NCB Management breach affected almost 500,000 former Bank of America credit card holders
NCB Management is an “accounts receivable management company.” In this case, that means collections.
According to NCB’s March 24 letter, NCB discovered on February 4 that an unauthorized party gained access to their systems on February 1, 2023. They confirmed on March 8 that some information on consumers’ Bank of America past-due credit card accounts was potentially accessed. The credit cards were already closed, but information on the consumers is the concern. According to NCB’s records, the information potentially accessed may have included first and last name, address, phone number, email address, date of birth, employment position, pay amount, driver’s license number, Social Security number, account number, credit card number, routing number, account balance, and/or account status.
“The unauthorized activity on NCB’s systems has been stopped, and NCB has obtained assurances that the third party no longer has any of the information on its systems,” they write.
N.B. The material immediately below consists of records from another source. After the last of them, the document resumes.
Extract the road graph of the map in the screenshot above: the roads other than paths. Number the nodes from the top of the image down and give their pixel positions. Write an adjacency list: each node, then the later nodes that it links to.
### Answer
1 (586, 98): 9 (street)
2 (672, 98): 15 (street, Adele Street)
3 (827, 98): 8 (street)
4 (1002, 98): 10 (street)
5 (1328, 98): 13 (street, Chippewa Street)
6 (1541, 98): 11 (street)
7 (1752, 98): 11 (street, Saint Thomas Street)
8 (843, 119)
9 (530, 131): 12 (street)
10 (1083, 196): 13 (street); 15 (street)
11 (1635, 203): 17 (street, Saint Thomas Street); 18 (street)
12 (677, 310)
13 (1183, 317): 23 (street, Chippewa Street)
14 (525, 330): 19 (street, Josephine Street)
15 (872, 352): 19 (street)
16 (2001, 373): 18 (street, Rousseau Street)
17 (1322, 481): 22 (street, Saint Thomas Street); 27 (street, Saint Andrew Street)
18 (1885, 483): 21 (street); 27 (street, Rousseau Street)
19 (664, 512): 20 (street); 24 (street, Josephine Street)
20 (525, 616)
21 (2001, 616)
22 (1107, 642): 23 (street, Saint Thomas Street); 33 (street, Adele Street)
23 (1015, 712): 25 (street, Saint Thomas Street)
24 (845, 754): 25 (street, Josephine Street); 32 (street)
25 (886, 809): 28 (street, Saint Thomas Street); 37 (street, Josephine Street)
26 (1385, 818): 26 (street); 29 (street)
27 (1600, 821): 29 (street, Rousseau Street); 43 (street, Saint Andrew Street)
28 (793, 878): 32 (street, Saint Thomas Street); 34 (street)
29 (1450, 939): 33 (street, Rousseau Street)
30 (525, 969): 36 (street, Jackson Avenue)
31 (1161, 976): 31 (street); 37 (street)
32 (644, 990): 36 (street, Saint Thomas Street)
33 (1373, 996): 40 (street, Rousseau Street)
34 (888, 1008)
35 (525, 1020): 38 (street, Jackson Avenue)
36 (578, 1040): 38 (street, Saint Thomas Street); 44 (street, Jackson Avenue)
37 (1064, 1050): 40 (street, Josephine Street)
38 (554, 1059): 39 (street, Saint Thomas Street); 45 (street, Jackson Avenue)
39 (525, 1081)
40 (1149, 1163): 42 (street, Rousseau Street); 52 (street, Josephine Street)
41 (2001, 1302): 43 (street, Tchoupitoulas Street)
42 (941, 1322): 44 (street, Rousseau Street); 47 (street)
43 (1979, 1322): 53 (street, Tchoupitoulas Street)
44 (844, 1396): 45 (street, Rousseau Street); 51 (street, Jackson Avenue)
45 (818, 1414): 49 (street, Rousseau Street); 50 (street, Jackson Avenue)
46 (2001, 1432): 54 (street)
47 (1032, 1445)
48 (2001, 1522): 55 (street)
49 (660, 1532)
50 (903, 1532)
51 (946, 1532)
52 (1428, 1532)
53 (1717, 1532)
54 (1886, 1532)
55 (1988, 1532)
Assurances from whom? The threat actors, because NCB paid their ransom demand? Or from law enforcement, who may have seized a server? It would help to know who provided those assurances.
Those affected will be offered two years of complimentary services through Experian IdentityWorksSM.
Bank of America’s report to the Maine Attorney General’s Office indicated that 494,969 customers were affected by the breach.
Correction of April 17: The last sentence of the article was edited to reflect that it was Bank of America’s report to the Maine Attorney General’s Office, not NCB’s.